Black Lake
By Withering petals
Being here is like existing three feet beneath the surface of a black lake in the dead of night – surrounded by oceans of black sand. It’s like being stuck in that moment when you’re in so much pain that you’re about to slip into unconsciousness – but never really do. It’s like being buried alive in a spacious cavern – being attacked by agoraphobia and claustrophobia all at the same time. It’s not remembering the existence of anything else before you got here, and worse yet, it’s not knowing if you’ll ever exist anywhere else after this. It’s not knowing if anywhere else even exists. I tell myself that I’m not stuck here – that I can leave whenever I want – but blind, cold, and alone in the dark – where would I go if I could? Sometimes, in the dead of night, I entertain myself with fantasies of things unknown to the scummy black waters – places of color, of sunlight, of joy, of happiness, of brotherhood – of love. Of giving and receiving, of warmth in the night and crisp, clean rain for the draught. I dream of another me – one who has been accustomed to the touch of these things. The only thing blacker than the waters I live in is perhaps myself. But sometimes even I can fool me. Sometimes I convince myself that I can see a dim light whose origin resides somewhere just beyond the surface – and so I struggle to the top – only to find that the closer I get to the surface the dimer the light gets – and I let myself sink right back to the murky origins of my semi-existence.

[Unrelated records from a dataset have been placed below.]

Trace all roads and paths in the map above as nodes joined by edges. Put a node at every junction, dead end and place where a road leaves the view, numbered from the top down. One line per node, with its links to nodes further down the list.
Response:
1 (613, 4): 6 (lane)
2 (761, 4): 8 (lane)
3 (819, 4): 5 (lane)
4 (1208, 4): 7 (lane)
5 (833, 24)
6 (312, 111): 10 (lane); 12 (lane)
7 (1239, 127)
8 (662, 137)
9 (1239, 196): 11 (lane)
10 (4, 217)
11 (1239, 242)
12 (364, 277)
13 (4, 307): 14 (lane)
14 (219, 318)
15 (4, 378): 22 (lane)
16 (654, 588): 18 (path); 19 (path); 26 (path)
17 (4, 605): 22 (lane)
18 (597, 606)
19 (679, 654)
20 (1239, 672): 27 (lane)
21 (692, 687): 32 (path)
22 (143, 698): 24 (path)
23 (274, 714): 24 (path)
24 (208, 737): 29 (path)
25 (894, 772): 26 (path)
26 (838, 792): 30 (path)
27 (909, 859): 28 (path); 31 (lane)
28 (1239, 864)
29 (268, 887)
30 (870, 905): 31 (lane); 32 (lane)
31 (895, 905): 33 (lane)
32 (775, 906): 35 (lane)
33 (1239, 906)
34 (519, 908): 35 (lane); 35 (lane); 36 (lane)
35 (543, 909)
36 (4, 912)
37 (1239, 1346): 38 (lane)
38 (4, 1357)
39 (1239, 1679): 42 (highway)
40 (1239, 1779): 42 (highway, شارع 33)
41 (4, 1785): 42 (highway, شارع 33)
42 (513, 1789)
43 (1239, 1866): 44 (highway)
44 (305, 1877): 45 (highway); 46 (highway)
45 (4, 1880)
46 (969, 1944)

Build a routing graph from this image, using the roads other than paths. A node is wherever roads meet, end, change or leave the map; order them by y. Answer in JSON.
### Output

It’s comfortable in the dark – where the despair and the misery is familiar – where the gnawing pain rivals with defective numbness. I told you that I don’t really know if anything else out there really exists – and to find out would mean overcoming myself, breaking the surface made of fiery glass and bitter ice, and traversing the great open desert under protection of no sun, guidance by no moon, and no stars dare to accompany me. It would mean going to the edge of existence simply to find out if there really is an edge. It would be the longest journey off my life – and I fear it.